I have been able to successfully get my proxy to use mTLS with my target servers.
However when I introduce Load Balancing with a Health Monitor, I notice that my proxy serves a few requests, but then very quickly all requests result in a "Service Unavailable - No Targets" error.
{
"fault": {
"faultstring": "The Service is temporarily unavailable",
"detail": {
"errorcode": "messaging.adaptors.http.flow.NoActiveTargets"
}
}
}
The logs of my backend (or target) servers identifies calls being made to the Health Monitor, but they all completed with a HTTP 403.7 - which reflects an error when a client certificate is not supplied.
#Fields: date time s-ip cs-method cs-uri-stem cs-uri-query s-port cs-username c-ip cs(User-Agent) cs(Referer) sc-status sc-substatus sc-win32-status time-taken
2022-07-12 10:29:36 10.53.112.17 GET /v1/health/readiness - 9898 - 10.52.18.7 Java/1.8.0_331 - 403 7 5 69
How can I get the Health Monitor to use mTLS?

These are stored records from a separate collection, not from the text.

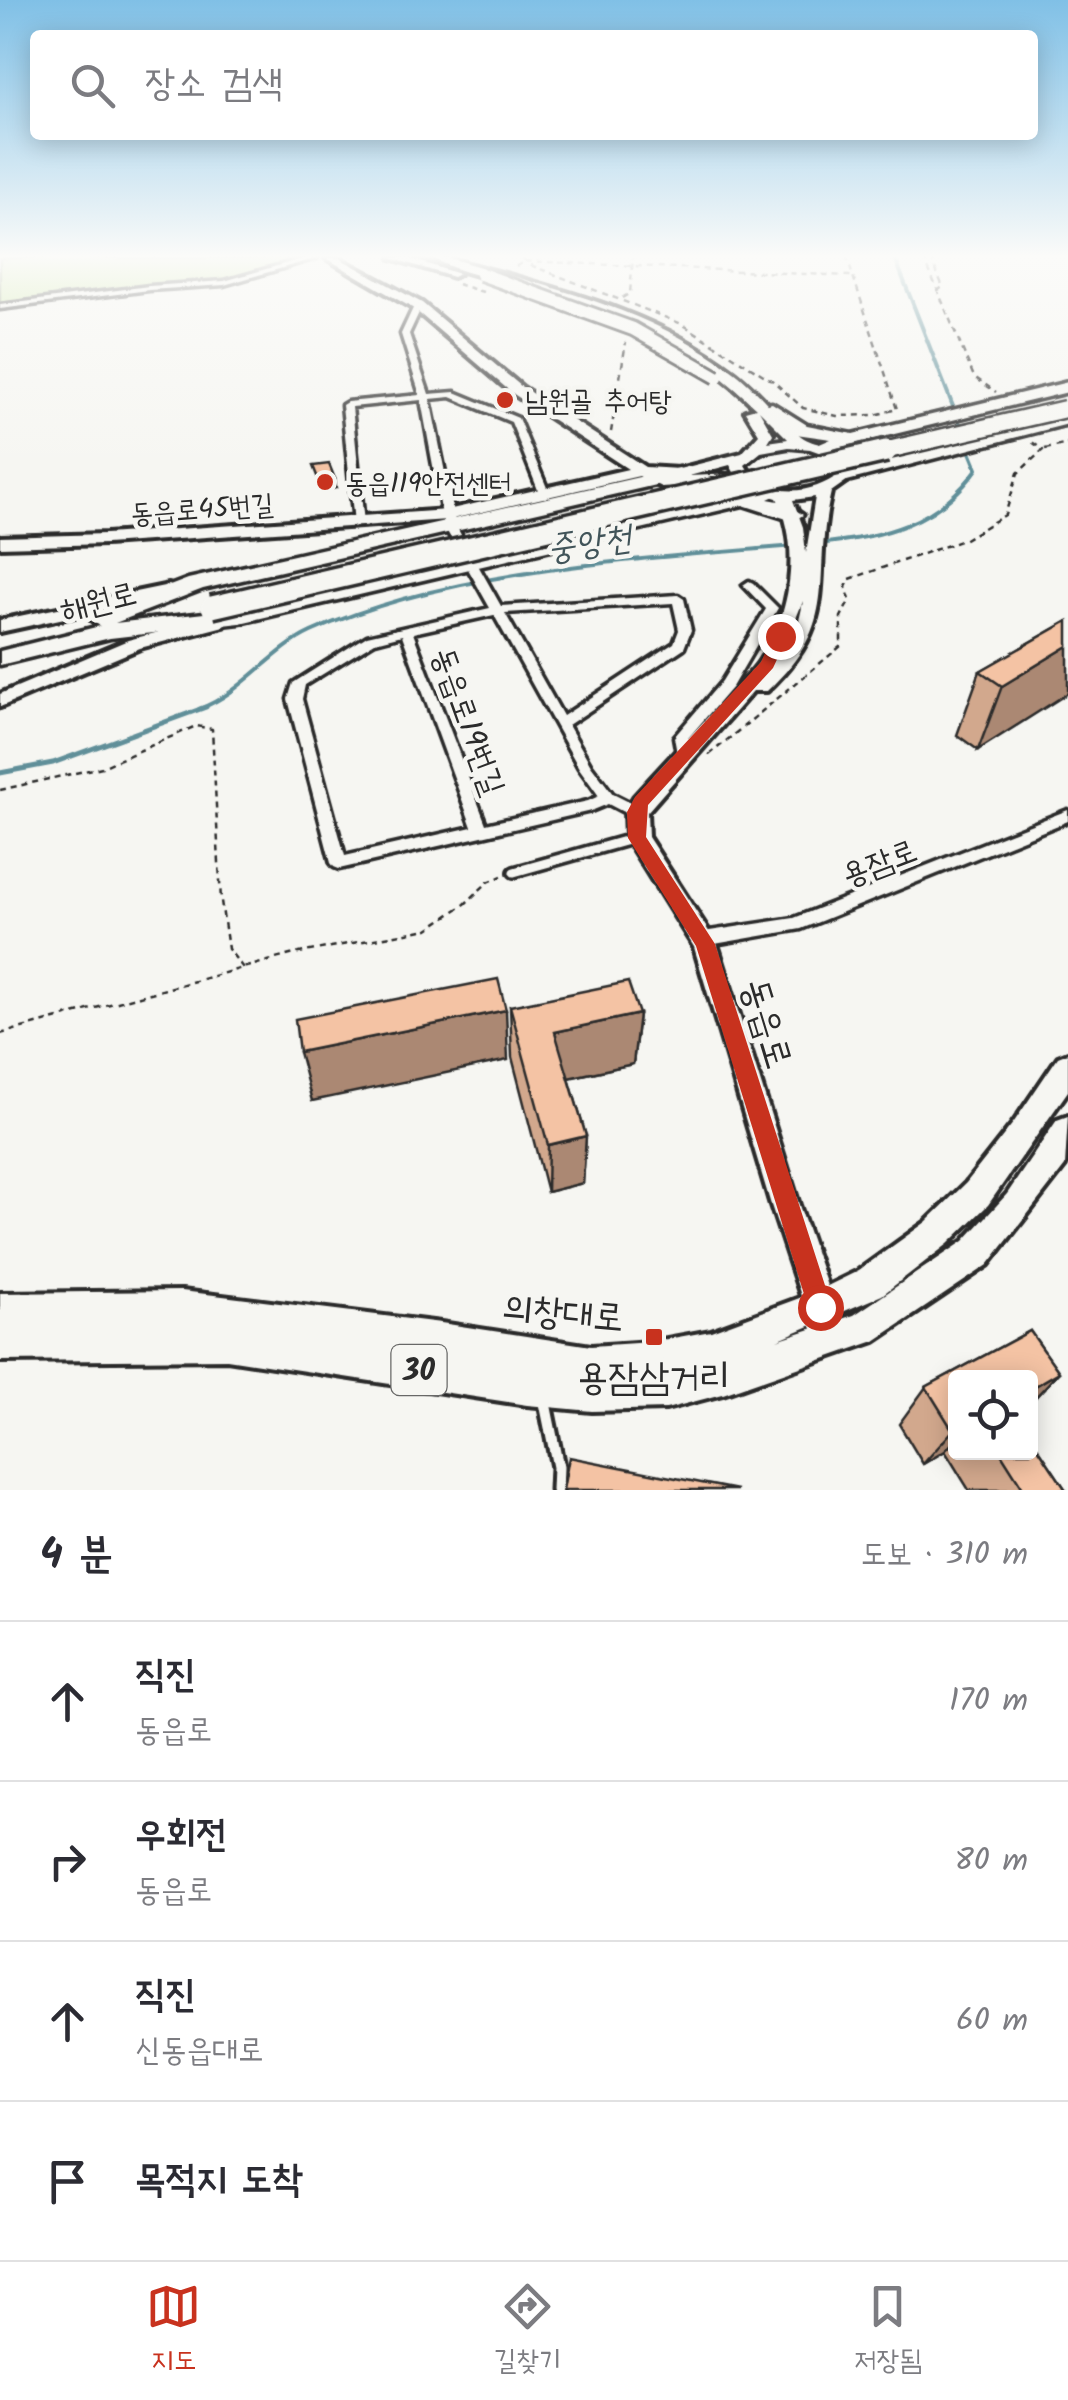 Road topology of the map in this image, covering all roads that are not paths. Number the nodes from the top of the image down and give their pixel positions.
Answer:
1 (408, 328) edge
2 (443, 328) edge
3 (631, 328) edge
4 (653, 328) edge
5 (426, 397) junction
6 (1066, 403) edge
7 (766, 407) junction
8 (890, 431) junction
9 (799, 442) junction
10 (824, 446) junction
11 (750, 453) junction
12 (679, 474) joint
13 (847, 475) junction
14 (742, 478) junction
15 (642, 479) junction
16 (824, 490) junction
17 (778, 494) junction
18 (545, 495) junction
19 (737, 502) junction
20 (793, 515) junction
21 (448, 521) junction
22 (359, 523) junction
23 (0, 542) edge
24 (473, 566) junction
25 (749, 585) dead end
26 (807, 590) junction
27 (205, 596) junction
28 (496, 608) junction
29 (240, 616) junction
30 (0, 626) edge
31 (106, 626) junction
32 (406, 630) junction
33 (0, 644) edge
34 (0, 658) edge
35 (0, 702) edge
36 (564, 722) junction
37 (683, 756) junction
38 (608, 798) junction
39 (1068, 815) edge
40 (636, 825) junction
41 (481, 831) junction
42 (514, 872) road end
43 (703, 939) junction
44 (1068, 1066) edge
45 (1068, 1130) edge
46 (0, 1310) edge
47 (825, 1322) junction
48 (0, 1344) edge
49 (544, 1389) junction
50 (557, 1490) edge

1 - 5 street
2 - 15 main road
3 - 11 main road, bridge
4 - 7 main road
5 - 18 street
5 - 21 street
5 - 22 street
6 - 8 highway
6 - 13 highway
6 - 27 highway, bridge
7 - 8 highway
7 - 9 main road
8 - 10 highway
9 - 10 main road
9 - 11 main road
10 - 13 main road
11 - 12 main road
11 - 14 main road
12 - 15 highway
13 - 16 main road
14 - 15 main road, 동읍로45번길
14 - 17 main road
15 - 18 main road, 동읍로45번길
15 - 21 highway
16 - 17 main road
16 - 26 main road
17 - 19 highway
17 - 20 main road
18 - 21 main road, 동읍로45번길
19 - 20 highway
19 - 24 highway
20 - 26 main road
21 - 22 main road, 동읍로45번길
21 - 24 street
21 - 27 highway
22 - 23 main road, 동읍로45번길
24 - 28 street
24 - 29 highway
25 - 37 street
26 - 37 main road
27 - 30 main road
27 - 31 highway, 해원로
28 - 32 street, 동읍로19번길
28 - 36 street, 동읍로19번길
28 - 36 street, 동읍로19번길
29 - 31 highway
29 - 35 main road
31 - 33 highway, 해원로
31 - 34 highway, 해원로
32 - 41 street, 동읍로19번길
32 - 41 street, 동읍로19번길
36 - 38 street, 동읍로19번길
37 - 40 main road
38 - 40 street, 동읍로19번길
38 - 41 street, 동읍로19번길
39 - 43 street, 용잠로
40 - 42 lane
40 - 43 main road, 동읍로
43 - 47 main road, 동읍로
44 - 47 main road, 의창대로
45 - 47 main road, 의창대로
46 - 47 main road, 의창대로 / 30
47 - 49 main road, 의창대로 / 30
48 - 49 main road, 의창대로 / 30
49 - 50 lane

Shouldn't it automatically use the SSLInfo (or mTLS config) defined in my TargetServer definition?
I am using Apigee Private Cloud - 4.51.
Code:
<HTTPTargetConnection>
<Properties>
<Property name="success.codes">1xx,2xx,3xx,400,403,429</Property>
</Properties>
<SSLInfo>
<Enabled>true</Enabled>
<ClientAuthEnabled>true</ClientAuthEnabled>
<KeyStore>ref://mytrustref</KeyStore>
<KeyAlias>id-cert</KeyAlias>
</SSLInfo>
<LoadBalancer>
<Algorithm>RoundRobin</Algorithm>
<Server name="node-1"/>
<Server name="node-2"/>
<MaxFailures>2</MaxFailures>
<RetryEnabled>false</RetryEnabled>
</LoadBalancer>
<HealthMonitor>
<IsEnabled>true</IsEnabled>
<IntervalInSec>5</IntervalInSec>
<HTTPMonitor>
<Request>
<ConnectTimeoutInSec>10</ConnectTimeoutInSec>
<SocketReadTimeoutInSec>30</SocketReadTimeoutInSec>
<Port>9898</Port>
<Verb>GET</Verb>
<Path>v1/health/readiness</Path>
<IncludeHealthCheckIdHeader>true</IncludeHealthCheckIdHeader>
</Request>
<SuccessResponse>
<ResponseCode>200</ResponseCode>
</SuccessResponse>
</HTTPMonitor>
</HealthMonitor>
<Path>v1</Path>
</HTTPTargetConnection>
My TargetServers are defined as
<TargetServer name="node-1">
<IsEnabled>true</IsEnabled>
<Host>myserver01.org.com</Host>
<Port>9898</Port>
<SSLInfo>
<Ciphers/>
<ClientAuthEnabled>true</ClientAuthEnabled>
<Enabled>true</Enabled>
<IgnoreValidationErrors>false</IgnoreValidationErrors>
<KeyAlias>id-cert</KeyAlias>
<KeyStore>ref://mytrustref</KeyStore>
<Protocols/>
</SSLInfo>
</TargetServer>
<TargetServer name="node-2">
<IsEnabled>true</IsEnabled>
<Host>myserver02.org.com</Host>
<Port>9898</Port>
<SSLInfo>
<Ciphers/>
<ClientAuthEnabled>true</ClientAuthEnabled>
<Enabled>true</Enabled>
<IgnoreValidationErrors>false</IgnoreValidationErrors>
<KeyAlias>id-cert</KeyAlias>
<KeyStore>ref://mytrustref</KeyStore>
<Protocols/>
</SSLInfo>
</TargetServer>
Reference:
<ResourceReference name="mytrustref">
<Refers>mystore</Refers>
<ResourceType>KeyStore</ResourceType>
</ResourceReference>
Appreciate any pointers you may have
Ok just found this documentation
https://docs.apigee.com/api-platform/deploy/load-balancing-across-backend-servers
“The HTTPMonitor supports backend services configured to use HTTP and one-way HTTPS protocols. However, it does not support the following:
I guess my question now pivots to : Is the support for mTLS Health Monitors on the products roadmap?
Yes, there’s an open ticket in the backlog. The reference is b/157869914 . I don’t have any insight into the schedule or priority of the work.